▸ DIRECTIONS: From the listing below, retype exactly the line holding "index mcp: (23, 172)", the line holding "middle tip: (1188, 1026)", and the lines between them; skip everything else.

▸ PROVIDED ENTRIES:
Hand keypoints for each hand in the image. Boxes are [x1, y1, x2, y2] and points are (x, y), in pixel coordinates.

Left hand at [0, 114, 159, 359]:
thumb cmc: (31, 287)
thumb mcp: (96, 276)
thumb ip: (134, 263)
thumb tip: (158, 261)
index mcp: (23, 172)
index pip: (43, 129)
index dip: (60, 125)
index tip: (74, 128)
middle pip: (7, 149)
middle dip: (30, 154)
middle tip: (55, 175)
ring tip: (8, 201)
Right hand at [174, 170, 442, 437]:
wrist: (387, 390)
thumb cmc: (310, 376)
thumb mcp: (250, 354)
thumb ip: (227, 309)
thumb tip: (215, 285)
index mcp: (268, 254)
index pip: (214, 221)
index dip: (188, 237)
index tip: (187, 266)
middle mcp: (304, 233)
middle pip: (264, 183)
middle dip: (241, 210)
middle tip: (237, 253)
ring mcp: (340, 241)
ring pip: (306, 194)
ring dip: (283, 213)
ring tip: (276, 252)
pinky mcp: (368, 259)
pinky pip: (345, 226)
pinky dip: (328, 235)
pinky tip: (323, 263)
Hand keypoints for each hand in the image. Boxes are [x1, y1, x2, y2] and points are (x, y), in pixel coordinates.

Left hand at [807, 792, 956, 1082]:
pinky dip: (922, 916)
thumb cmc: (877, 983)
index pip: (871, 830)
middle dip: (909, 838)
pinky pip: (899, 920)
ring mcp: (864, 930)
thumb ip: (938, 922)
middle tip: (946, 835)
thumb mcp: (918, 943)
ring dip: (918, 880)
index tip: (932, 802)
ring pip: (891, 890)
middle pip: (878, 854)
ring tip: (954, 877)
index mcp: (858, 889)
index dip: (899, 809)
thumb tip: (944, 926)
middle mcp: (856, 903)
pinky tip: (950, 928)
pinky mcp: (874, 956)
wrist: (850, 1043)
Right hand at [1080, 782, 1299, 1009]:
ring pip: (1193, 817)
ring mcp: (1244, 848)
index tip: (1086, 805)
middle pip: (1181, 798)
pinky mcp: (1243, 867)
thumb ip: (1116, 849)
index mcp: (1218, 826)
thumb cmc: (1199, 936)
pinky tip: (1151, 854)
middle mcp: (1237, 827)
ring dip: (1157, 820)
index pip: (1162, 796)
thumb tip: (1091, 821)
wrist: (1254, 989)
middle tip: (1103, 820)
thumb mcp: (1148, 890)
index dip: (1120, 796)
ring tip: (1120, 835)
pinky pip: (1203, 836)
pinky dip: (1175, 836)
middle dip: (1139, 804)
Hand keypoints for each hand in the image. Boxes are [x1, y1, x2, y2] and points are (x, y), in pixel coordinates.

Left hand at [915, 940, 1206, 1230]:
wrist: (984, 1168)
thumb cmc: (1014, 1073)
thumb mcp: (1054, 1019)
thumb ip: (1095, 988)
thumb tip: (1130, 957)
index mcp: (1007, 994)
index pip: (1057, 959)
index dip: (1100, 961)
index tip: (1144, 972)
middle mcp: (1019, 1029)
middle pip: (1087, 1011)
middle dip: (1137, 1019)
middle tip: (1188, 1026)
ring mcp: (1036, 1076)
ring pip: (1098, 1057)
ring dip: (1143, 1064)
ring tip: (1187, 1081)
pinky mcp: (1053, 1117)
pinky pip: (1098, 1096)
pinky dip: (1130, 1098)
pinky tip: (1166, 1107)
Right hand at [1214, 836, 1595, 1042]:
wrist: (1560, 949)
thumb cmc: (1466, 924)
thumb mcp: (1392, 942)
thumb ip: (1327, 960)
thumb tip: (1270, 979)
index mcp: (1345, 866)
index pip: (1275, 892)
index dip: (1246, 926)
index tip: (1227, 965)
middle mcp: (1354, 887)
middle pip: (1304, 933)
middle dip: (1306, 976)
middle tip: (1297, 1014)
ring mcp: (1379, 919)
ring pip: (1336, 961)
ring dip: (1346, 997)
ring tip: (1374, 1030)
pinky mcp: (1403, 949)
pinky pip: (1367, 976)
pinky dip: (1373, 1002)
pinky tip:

▸ TASK RESPONSE:
index mcp: (23, 172)
index pip: (43, 129)
index dip: (60, 125)
index tip: (74, 128)
middle pip: (7, 149)
middle dip: (30, 154)
middle tip: (55, 175)
ring tip: (8, 201)
Right hand at [174, 170, 442, 437]:
wrist: (387, 390)
thumb cmc: (310, 376)
thumb mcp: (250, 354)
thumb ip: (227, 309)
thumb tip: (215, 285)
index mcp: (268, 254)
index pip: (214, 221)
index dip: (188, 237)
index tip: (187, 266)
middle mcp: (304, 233)
middle pip: (264, 183)
middle dip: (241, 210)
middle tip: (237, 253)
ring mcp: (340, 241)
ring pip: (306, 194)
ring dip: (283, 213)
ring tip: (276, 252)
pinky mcp: (368, 259)
pinky pip: (345, 226)
pinky dip: (328, 235)
pinky tip: (323, 263)
Hand keypoints for each hand in the image. Boxes are [x1, y1, x2, y2] and points are (x, y), in pixel coordinates.

Left hand at [807, 792, 956, 1082]:
pinky dip: (922, 916)
thumb cmc: (877, 983)
index pip: (871, 830)
middle dip: (909, 838)
pinky pip: (899, 920)
ring mcp: (864, 930)
thumb ip: (938, 922)
middle tip: (946, 835)
thumb mcp: (918, 943)
ring dip: (918, 880)
index tip: (932, 802)
ring pip: (891, 890)
middle pip: (878, 854)
ring tip: (954, 877)
index mcp: (858, 889)
index dip: (899, 809)
thumb tip: (944, 926)
middle mcp: (856, 903)
pinky tip: (950, 928)
pinky mcp: (874, 956)
wrist: (850, 1043)
Right hand at [1080, 782, 1299, 1009]:
ring pip: (1193, 817)
ring mcp: (1244, 848)
index tip: (1086, 805)
middle pip: (1181, 798)
pinky mcp: (1243, 867)
thumb ip: (1116, 849)
index mcp: (1218, 826)
thumb cmc: (1199, 936)
pinky tip: (1151, 854)
middle mcp: (1237, 827)
ring dip: (1157, 820)
index pip: (1162, 796)
thumb tip: (1091, 821)
wrist: (1254, 989)
middle tip: (1103, 820)
thumb mcp: (1148, 890)
index dip: (1120, 796)
ring tip: (1120, 835)
pinky pip: (1203, 836)
pinky dip: (1175, 836)
middle dip: (1139, 804)
Hand keypoints for each hand in the image. Boxes are [x1, y1, x2, y2] and points are (x, y), in pixel coordinates.

Left hand at [915, 940, 1206, 1230]:
wrist: (984, 1168)
thumb cmc: (1014, 1073)
thumb mcp: (1054, 1019)
thumb ip: (1095, 988)
thumb tip: (1130, 957)
index mcp: (1007, 994)
index pip: (1057, 959)
index dip: (1100, 961)
index tip: (1144, 972)
middle mcp: (1019, 1029)
middle pip: (1087, 1011)
middle dip: (1137, 1019)
middle tip: (1188, 1026)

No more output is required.